Nacido Santiago de Cuba en 1914, desde muy joven Jay Matamoros trabaja como jardinero, mecánico y fundidor en yeso. En 1937, ya residiendo en La Habana, se interesa por el arte e ingresa en el Estudio Libre de Pintura y Escultura creado por el artista y caricaturista Eduardo Abela, en el que colaboran como profesores Mariano Rodríguez, René Portocarrero, Jorge Arche, Rita Longa, entre otros. Ya para el siguiente año recibiría sus primeros reconocimientos y comienza a exhibir su trabajo en distintos espacios de la ciudad, como las vidrieras de la tienda El Encanto o la Galería del Prado, propiedad de María Luisa Gómez Mena.

Para 1946 Jay había creado su propio taller de pintura y decoración, que permanece en activo durante casi veinte años. Se incorpora activamente a diversas campañas, acompañando el proceso de la joven revolución que triunfara en 1959. Desde mediados de los años 60 participa intensamente en exposiciones, salones y eventos nacionales e internacionales, obteniendo innumerables premios y reconocimientos. En 1982 recibe la Distinción por la Cultura Nacional y en 1994 la orden Félix Varela del Consejo de Estado de la República de Cuba.

Participa en la Primera, Segunda y Tercera Bienales de La Habana. En el 2000 obtiene el Premio Nacional de Artes Plásticas que otorga el Consejo Nacional de las Artes Plásticas. Ocho años después fallece en La Habana.

(…) Fundidor de yeso y cemento en piezas ornamentales, jardinero, empleado público, Matamoros jamás abandonó su pintura. Una pintura de pureza absoluta, única y singular como pocas, inalterable e incontaminada, a pesar de su vinculación con grandes de su época como Eduardo Abela, su maestro y amigo; René Portocarrero, Mariano Rodríguez, Jorge Arche y otros.

Ruperto Jay Matamoros ha resistido la erosión del tiempo, las corrientes estéticas, las modas y el esnobismo, las escuelas doctrinarias y la academia férrea. Es, pues, un vencedor.

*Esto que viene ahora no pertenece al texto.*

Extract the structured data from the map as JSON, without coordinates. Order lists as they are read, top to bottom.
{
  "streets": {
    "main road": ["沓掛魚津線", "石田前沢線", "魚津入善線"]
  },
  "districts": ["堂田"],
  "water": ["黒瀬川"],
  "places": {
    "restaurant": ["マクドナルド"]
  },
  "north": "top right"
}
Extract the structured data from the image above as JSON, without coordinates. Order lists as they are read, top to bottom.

Con sus ojos intensamente azules y su tierna y sardónica mirada nos da una lección de integridad y constancia. Su amor hedonista a la vida y su panteísmo lo enmarcan en una corriente mal llamada “primitiva” que arranca de la naturaleza y hace de ella su motivo principal. Jay nos deslumbra, orgulloso como está de sus flamboyanes, sus ríos y sus flores, sus mujeres desnudas y sus mambises, y nos cuenta una historia que por realista no es menos sugerente y misteriosa.

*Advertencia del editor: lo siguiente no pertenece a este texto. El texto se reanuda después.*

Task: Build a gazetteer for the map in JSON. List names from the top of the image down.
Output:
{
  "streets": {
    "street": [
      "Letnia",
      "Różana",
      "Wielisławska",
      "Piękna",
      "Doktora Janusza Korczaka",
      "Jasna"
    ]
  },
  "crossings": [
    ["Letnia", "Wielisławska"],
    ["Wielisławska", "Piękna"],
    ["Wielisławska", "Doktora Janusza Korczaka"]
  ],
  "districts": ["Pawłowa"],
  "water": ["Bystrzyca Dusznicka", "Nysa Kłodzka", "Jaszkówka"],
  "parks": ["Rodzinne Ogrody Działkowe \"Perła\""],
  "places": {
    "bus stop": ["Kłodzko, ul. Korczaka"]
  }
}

Los valores de su arte, más allá de denominaciones discriminatorias o reduccionistas como lo naif o lo primitivo, se inscriben en lo mejor de una tradición ecologista cubana y un tratamiento entre objetivo y surrealista del paisaje. Frenesí de colores y explosiva creatividad son dos signos indiscutibles de este artista. Tradición que sigue la huella de grandes de la pintura de Cuba y del Caribe, y que él asume con la displicencia de quien sabe que tiene ganado el oficio o, en buen cubano, la sartén cogida por el mango.

Su persistente flamboyán, como una llamarada, acabará por hechizarnos a todos, y el latiguillo de su pincel colita de puerco no cesará de azuzarnos para sacarnos del sueño amodorrado del trópico y hacernos descubrir un paisaje que de tan visible se ha tornado invisible y que el artista ha rescatado para nosotros, mostrándonos la cantidad de luz que lleva dentro. (…)

Miguel Barnet. Fragmentos del texto de presentación para la entrega del Premio Nacional de Artes Plásticas 2000 a Ruperto Jay Matamoros.